## WORK REQUEST
Your task is to find every line of the listing that includes "Graphviz" and copy it.
————
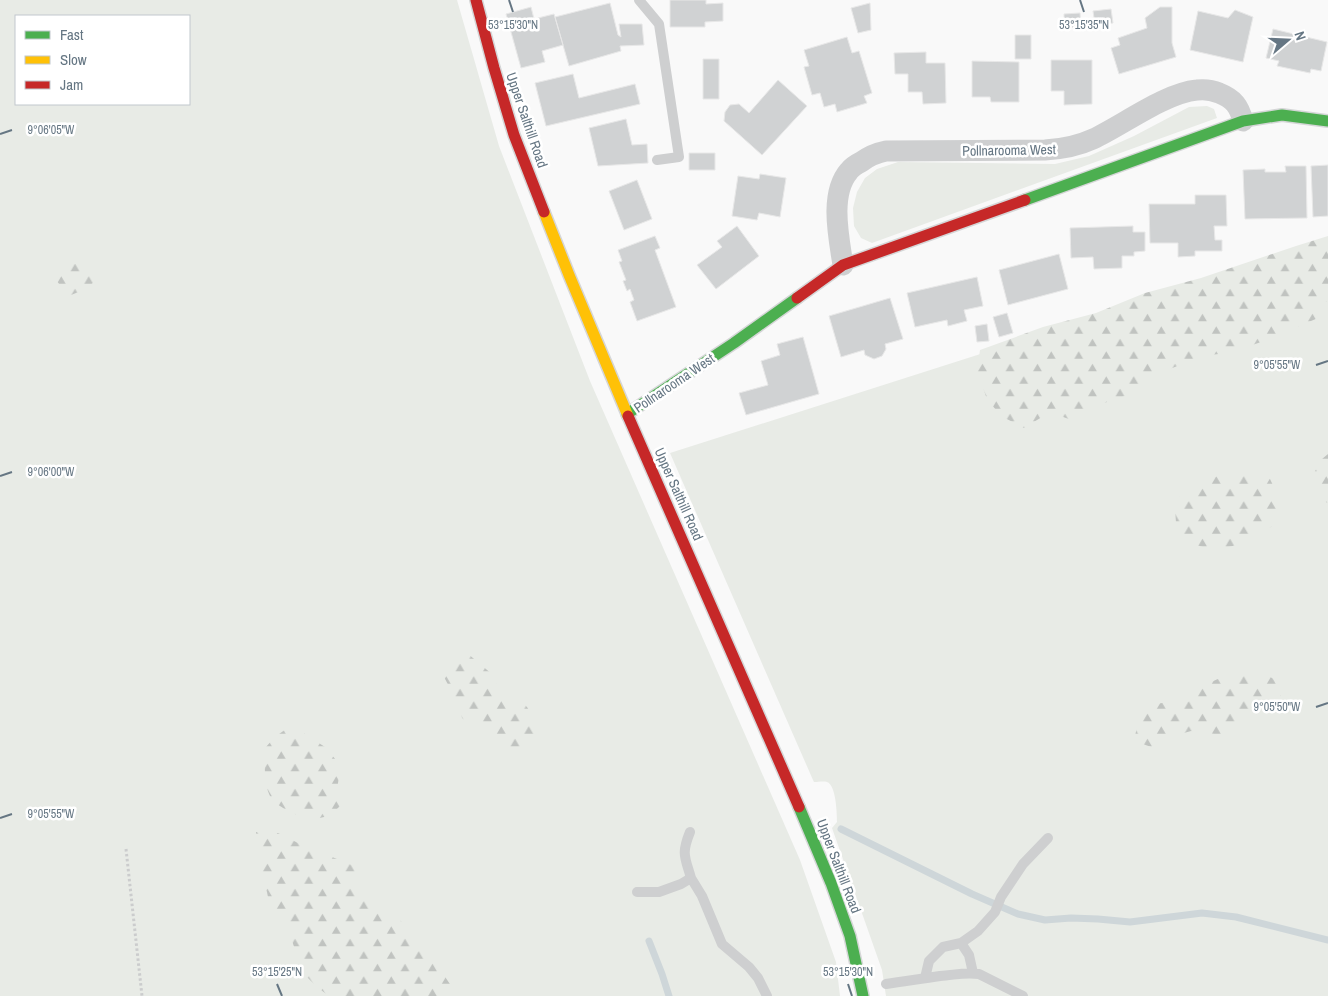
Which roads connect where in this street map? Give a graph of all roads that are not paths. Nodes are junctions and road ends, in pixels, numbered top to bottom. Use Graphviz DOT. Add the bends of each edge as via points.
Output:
graph roads {
  1 [pos="476,0"];
  2 [pos="639,0"];
  3 [pos="1243,121"];
  4 [pos="1328,121"];
  5 [pos="657,160"];
  6 [pos="843,265"];
  7 [pos="627,414"];
  8 [pos="690,832"];
  9 [pos="1048,838"];
  10 [pos="691,878"];
  11 [pos="637,892"];
  12 [pos="961,943"];
  13 [pos="973,973"];
  14 [pos="925,978"];
  15 [pos="886,984"];
  16 [pos="767,996"];
  17 [pos="863,996"];
  18 [pos="1023,996"];
  1 -- 7 [label="main road, Upper Salthill Road" via="514,135"];
  2 -- 5 [label="lane" via="659,24 679,157"];
  3 -- 4 [label="main road, Pollnarooma West" via="1282,115"];
  3 -- 6 [label="main road, Pollnarooma West"];
  3 -- 6 [label="street, Pollnarooma West" via="1239,107 1226,96 1199,89 1172,97 1094,139 1071,147 876,153 848,172 841,185 837,219"];
  6 -- 7 [label="main road, Pollnarooma West"];
  7 -- 17 [label="main road, Upper Salthill Road" via="831,883 850,936"];
  8 -- 10 [label="lane" via="684,849"];
  9 -- 12 [label="lane" via="1023,864 995,912 978,931"];
  10 -- 11 [label="lane" via="659,892"];
  10 -- 16 [label="lane" via="722,944 749,967"];
  12 -- 13 [label="lane" via="969,955"];
  12 -- 14 [label="lane" via="943,947 929,961"];
  13 -- 14 [label="lane"];
  13 -- 18 [label="lane"];
  14 -- 15 [label="lane"];
}
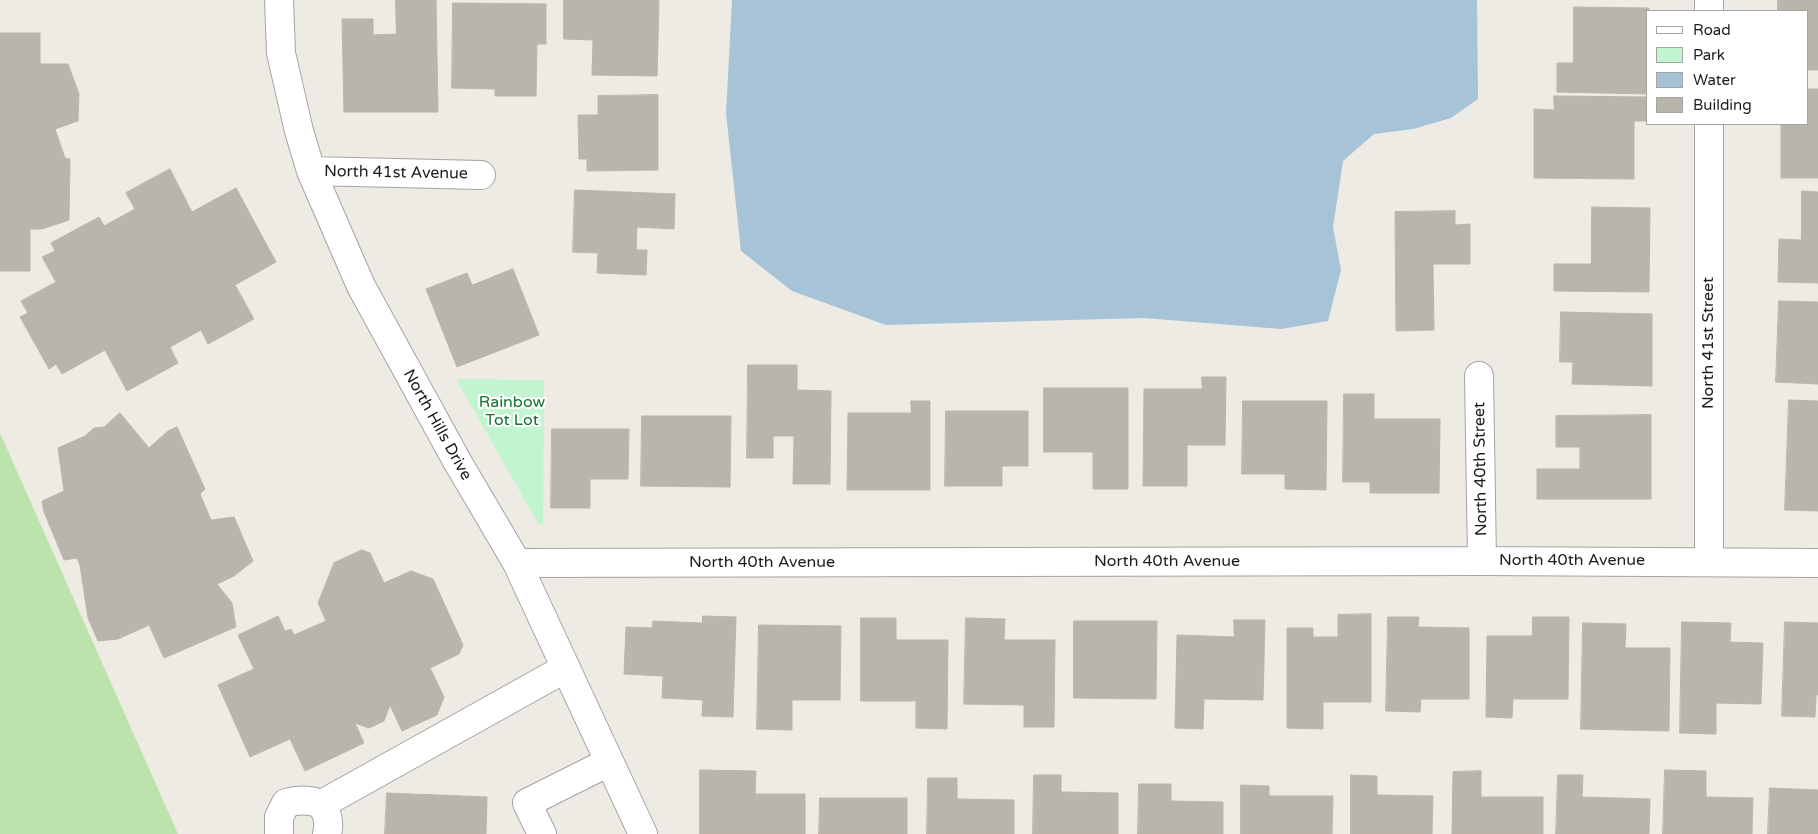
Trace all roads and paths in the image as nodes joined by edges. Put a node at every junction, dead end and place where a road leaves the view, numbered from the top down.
1 (279, 0) edge
2 (1709, 125) edge
3 (311, 171) junction
4 (481, 175) dead end
5 (1479, 376) dead end
6 (1482, 561) junction
7 (1709, 562) junction
8 (517, 563) junction
9 (1818, 563) edge
10 (566, 668) junction
11 (609, 762) junction
12 (322, 804) junction
13 (279, 834) edge
14 (327, 834) edge
15 (542, 834) edge
16 (643, 834) edge

1 - 3 street, North Hills Drive
2 - 7 street, North 41st Street
3 - 4 street, North 41st Avenue
3 - 8 street, North Hills Drive
5 - 6 street, North 40th Street
6 - 7 street, North 40th Avenue
6 - 8 street, North 40th Avenue
7 - 9 street, North 40th Avenue
8 - 10 street, North Hills Drive
10 - 11 street, North Hills Drive
10 - 12 street
11 - 15 street
11 - 16 street, North Hills Drive
12 - 13 street
12 - 14 street

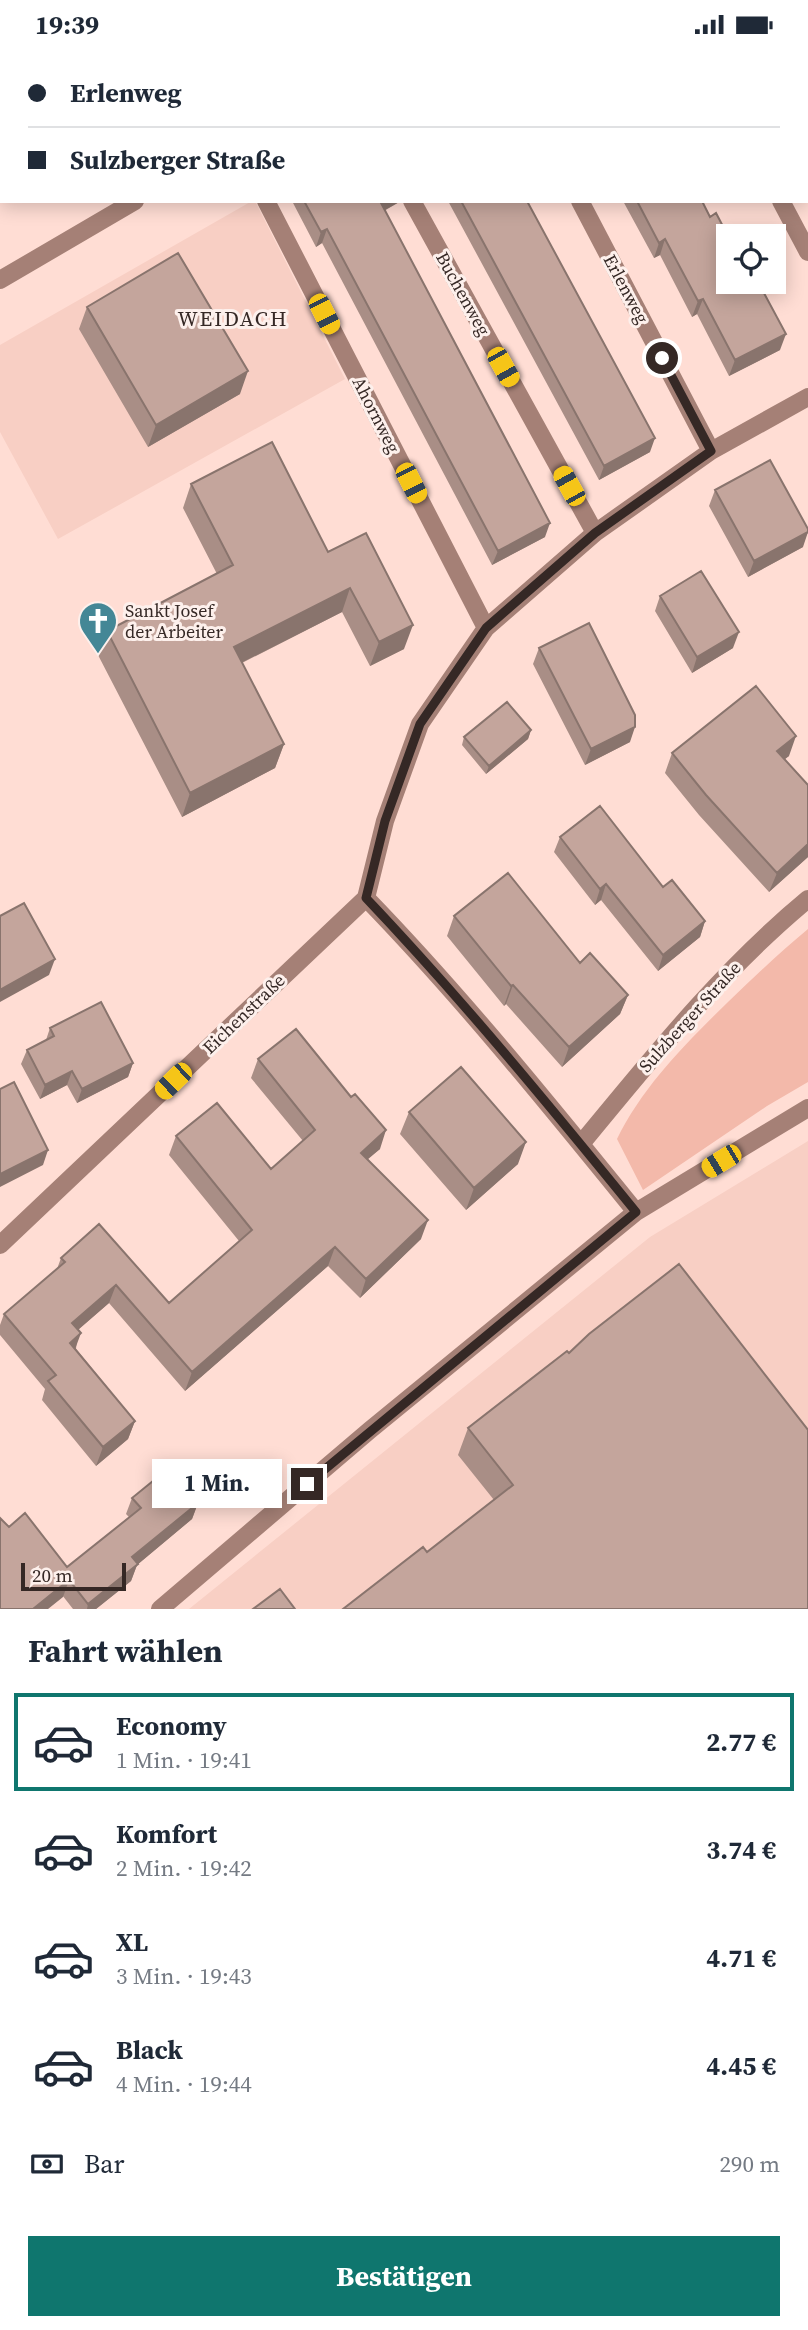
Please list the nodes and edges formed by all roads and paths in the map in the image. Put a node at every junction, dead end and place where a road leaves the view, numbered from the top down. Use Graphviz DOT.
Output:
graph roads {
  1 [pos="132,203"];
  2 [pos="267,203"];
  3 [pos="413,203"];
  4 [pos="581,203"];
  5 [pos="782,203"];
  6 [pos="808,252"];
  7 [pos="0,280"];
  8 [pos="808,397"];
  9 [pos="711,451"];
  10 [pos="595,533"];
  11 [pos="486,628"];
  12 [pos="366,898"];
  13 [pos="808,899"];
  14 [pos="808,1108"];
  15 [pos="581,1144"];
  16 [pos="636,1212"];
  17 [pos="0,1245"];
  18 [pos="160,1609"];
  1 -- 7 [label="street"];
  2 -- 11 [label="street, Ahornweg"];
  3 -- 10 [label="street, Buchenweg"];
  4 -- 9 [label="street, Erlenweg"];
  5 -- 6 [label="street"];
  8 -- 9 [label="street"];
  9 -- 10 [label="street"];
  10 -- 11 [label="street"];
  11 -- 12 [label="street"];
  12 -- 15 [label="street"];
  12 -- 17 [label="street, Eichenstraße"];
  13 -- 15 [label="street, Sulzberger Straße"];
  14 -- 16 [label="street"];
  15 -- 16 [label="street"];
  16 -- 18 [label="street"];
}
————
## EXERCISE RESPONSE
Which roads connect where in this street map? Give a graph of all roads that are not paths. Nodes are junctions and road ends, in pixels, numbered top to bottom. Use Graphviz DOT. Add the bends of each edge as via points.
Please list the nodes and edges formed by all roads and paths in the map in the image. Put a node at every junction, dead end and place where a road leaves the view, numbered from the top down. Use Graphviz DOT.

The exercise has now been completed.